Aguda was directing operations – whipping the line into speedier action like the drummer on a slave ship. As each person handed their cup to her, she passed it to the woman on the floor, who gulped it so fast it splashed over her shoulders and down her T-shirt, then held out her hand for the next, while the first cup was returned to the water porter, who hurried back to the toilets for a refill, slipping and sliding on the spillage, but never daring to stop while the drummer urged them on.

 

Marvel was stunned. It was like a bizarre game-show that everyone knew how to play but him.

 

‘What’s going on?’ he demanded of Aguda.

 

‘This is the lady who wanted to see you, sir. She had a funny turn. She needed some water.’

 

Marvel looked around the foyer. Some water? This wasn’t some water. This was madness!

 

But he said nothing.

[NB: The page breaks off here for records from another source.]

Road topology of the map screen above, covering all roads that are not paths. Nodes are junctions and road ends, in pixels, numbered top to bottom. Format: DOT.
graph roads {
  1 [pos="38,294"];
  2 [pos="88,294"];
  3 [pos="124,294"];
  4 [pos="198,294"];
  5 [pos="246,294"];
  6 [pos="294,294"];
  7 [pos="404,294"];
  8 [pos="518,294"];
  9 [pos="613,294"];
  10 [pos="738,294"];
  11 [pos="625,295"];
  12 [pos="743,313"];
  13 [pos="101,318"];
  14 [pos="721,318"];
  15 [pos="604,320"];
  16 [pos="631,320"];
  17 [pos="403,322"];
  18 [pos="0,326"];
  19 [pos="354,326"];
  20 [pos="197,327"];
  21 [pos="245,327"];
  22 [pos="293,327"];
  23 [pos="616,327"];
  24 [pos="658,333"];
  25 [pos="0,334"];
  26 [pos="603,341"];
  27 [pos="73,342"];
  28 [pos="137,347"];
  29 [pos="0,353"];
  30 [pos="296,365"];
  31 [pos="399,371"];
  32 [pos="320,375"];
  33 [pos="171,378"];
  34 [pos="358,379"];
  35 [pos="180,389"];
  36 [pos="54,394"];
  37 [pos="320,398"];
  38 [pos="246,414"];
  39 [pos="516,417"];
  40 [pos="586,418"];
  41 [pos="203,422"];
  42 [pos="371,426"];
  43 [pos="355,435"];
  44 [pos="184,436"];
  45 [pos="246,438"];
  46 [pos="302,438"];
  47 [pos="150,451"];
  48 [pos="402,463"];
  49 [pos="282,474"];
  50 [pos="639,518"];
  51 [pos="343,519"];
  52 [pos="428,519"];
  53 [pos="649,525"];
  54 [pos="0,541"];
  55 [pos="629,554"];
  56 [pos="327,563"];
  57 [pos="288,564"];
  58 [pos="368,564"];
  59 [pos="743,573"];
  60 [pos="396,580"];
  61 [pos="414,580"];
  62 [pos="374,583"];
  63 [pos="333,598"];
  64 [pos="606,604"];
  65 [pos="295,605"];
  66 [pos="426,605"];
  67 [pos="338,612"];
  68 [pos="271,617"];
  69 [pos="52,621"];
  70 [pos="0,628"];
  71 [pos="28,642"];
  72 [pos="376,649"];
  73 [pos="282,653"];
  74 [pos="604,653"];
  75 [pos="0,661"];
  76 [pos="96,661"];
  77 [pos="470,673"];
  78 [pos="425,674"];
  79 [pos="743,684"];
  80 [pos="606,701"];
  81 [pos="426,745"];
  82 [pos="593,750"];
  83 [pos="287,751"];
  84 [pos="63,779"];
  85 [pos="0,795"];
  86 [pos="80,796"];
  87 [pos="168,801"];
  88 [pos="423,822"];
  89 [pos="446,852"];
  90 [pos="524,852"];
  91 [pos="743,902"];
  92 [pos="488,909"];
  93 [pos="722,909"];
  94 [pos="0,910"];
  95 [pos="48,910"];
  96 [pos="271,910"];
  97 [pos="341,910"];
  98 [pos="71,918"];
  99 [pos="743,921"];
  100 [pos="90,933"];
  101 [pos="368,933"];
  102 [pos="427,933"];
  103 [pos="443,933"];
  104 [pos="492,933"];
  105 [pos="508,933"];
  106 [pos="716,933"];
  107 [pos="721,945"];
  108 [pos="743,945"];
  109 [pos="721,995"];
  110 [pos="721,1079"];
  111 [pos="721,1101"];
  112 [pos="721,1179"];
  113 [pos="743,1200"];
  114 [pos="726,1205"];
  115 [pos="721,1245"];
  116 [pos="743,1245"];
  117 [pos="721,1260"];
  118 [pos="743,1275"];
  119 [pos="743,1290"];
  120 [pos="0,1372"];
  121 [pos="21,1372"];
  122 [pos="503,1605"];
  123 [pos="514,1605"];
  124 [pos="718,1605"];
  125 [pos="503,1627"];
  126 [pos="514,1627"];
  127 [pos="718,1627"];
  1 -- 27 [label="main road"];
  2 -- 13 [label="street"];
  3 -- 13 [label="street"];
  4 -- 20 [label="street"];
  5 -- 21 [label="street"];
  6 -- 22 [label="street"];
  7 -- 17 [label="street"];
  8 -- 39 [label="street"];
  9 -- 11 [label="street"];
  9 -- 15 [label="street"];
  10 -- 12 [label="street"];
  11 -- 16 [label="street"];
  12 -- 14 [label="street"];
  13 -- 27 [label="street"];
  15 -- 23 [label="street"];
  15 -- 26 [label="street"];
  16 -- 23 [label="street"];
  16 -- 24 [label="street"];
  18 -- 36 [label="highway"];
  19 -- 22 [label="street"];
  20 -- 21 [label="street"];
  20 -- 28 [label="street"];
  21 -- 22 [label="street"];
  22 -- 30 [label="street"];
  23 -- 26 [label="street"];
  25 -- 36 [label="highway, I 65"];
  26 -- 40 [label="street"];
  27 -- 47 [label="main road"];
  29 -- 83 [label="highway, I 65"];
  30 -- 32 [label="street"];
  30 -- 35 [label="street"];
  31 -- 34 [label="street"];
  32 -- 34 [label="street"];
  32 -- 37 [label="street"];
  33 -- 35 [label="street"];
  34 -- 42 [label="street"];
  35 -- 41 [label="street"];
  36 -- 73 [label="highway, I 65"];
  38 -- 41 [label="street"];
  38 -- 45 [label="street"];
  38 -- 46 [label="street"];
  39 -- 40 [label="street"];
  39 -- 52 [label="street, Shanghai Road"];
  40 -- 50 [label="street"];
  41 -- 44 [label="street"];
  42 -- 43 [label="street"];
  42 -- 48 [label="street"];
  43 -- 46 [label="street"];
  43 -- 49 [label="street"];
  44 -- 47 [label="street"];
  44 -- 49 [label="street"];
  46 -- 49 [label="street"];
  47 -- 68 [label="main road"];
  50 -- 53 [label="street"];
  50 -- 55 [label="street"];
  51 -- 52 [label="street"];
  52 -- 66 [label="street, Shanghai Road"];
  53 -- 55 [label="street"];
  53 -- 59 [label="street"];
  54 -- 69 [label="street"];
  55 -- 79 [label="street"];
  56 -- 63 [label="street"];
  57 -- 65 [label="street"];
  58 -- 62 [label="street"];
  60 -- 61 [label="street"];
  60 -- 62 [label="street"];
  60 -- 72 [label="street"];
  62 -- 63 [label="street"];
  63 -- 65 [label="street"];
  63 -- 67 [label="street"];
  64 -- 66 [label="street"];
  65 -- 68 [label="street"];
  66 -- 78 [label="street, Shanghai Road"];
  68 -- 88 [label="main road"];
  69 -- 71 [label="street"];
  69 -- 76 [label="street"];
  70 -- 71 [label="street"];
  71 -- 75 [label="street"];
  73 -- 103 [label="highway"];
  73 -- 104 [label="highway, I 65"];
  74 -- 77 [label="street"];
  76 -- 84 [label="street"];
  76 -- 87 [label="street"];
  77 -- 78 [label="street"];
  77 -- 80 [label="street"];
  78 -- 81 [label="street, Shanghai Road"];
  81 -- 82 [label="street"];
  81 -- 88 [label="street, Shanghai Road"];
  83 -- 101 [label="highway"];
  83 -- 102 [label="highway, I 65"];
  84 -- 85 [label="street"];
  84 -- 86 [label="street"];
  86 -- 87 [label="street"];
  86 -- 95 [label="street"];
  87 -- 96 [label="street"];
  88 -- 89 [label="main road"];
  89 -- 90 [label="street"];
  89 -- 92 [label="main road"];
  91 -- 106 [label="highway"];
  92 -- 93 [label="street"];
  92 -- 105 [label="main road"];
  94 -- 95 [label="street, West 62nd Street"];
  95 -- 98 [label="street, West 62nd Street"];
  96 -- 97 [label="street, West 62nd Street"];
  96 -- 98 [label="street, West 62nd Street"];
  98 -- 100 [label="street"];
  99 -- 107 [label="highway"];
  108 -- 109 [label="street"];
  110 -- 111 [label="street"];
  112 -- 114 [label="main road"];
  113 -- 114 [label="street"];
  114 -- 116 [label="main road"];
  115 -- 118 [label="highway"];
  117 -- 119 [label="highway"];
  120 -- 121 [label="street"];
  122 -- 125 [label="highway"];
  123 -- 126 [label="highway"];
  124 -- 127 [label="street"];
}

He just stood back and watched in amazement as the thin woman continued to suck down water, soaking herself and those near her in her desperation.

 

Slowly the gulping got more measured, the spillage reduced, the line slowed and finally stopped. The line of random helpers backed up. They maintained formation though, hovering anxiously in case their services were needed again, each carefully holding a paper cup, like choirboys with candles, while WPC Aguda controlled them with a hand, a look, a presence.

 

The woman on the floor handed the last half-full cup to one of the officers and said, ‘Thank you,’ and then burst into tears.

 

It was only then that DCI Marvel recognized her.

 

The girl on the bridge, looking down between her shoes at the glistening rails. Crying.

 

Small world, he thought irritably.

 

The water line broke up slowly, and its constituent parts went back to the benches, talking quietly among themselves. A couple remained standing, watching Anna Buck with concern. All had oddly bonded. ‘Well done, everyone,’ said WPC Aguda quietly. ‘Thank you all for your help.’

 

She had done a good job, Marvel noted grudgingly. He’d save the bollocking for another time.

 

The two officers helped Anna Buck to her unsteady feet, holding her elbows. She stared around her with dazed eyes, not recognizing him even though he’d once saved her life.

 

Marvel bent and picked up a photograph a few feet away. It was swimming in water, and he shook it at arm’s length so that droplets flicked off the corners.

 

‘Don’t touch him!’

 

Marvel froze, but the girl wasn’t talking to him. She was shouting at the big woman with the tattoos and the nose ring, who was reaching into the buggy.

 

‘Don’t touch my baby!’ she yelled. She tried to shrug off the two police officers holding her arms, but their instinct was to tighten their grip, and they held her fast.

 

Aguda spoke soothingly. ‘It’s OK. She’s not going to hurt him, Mrs Buck, calm down.’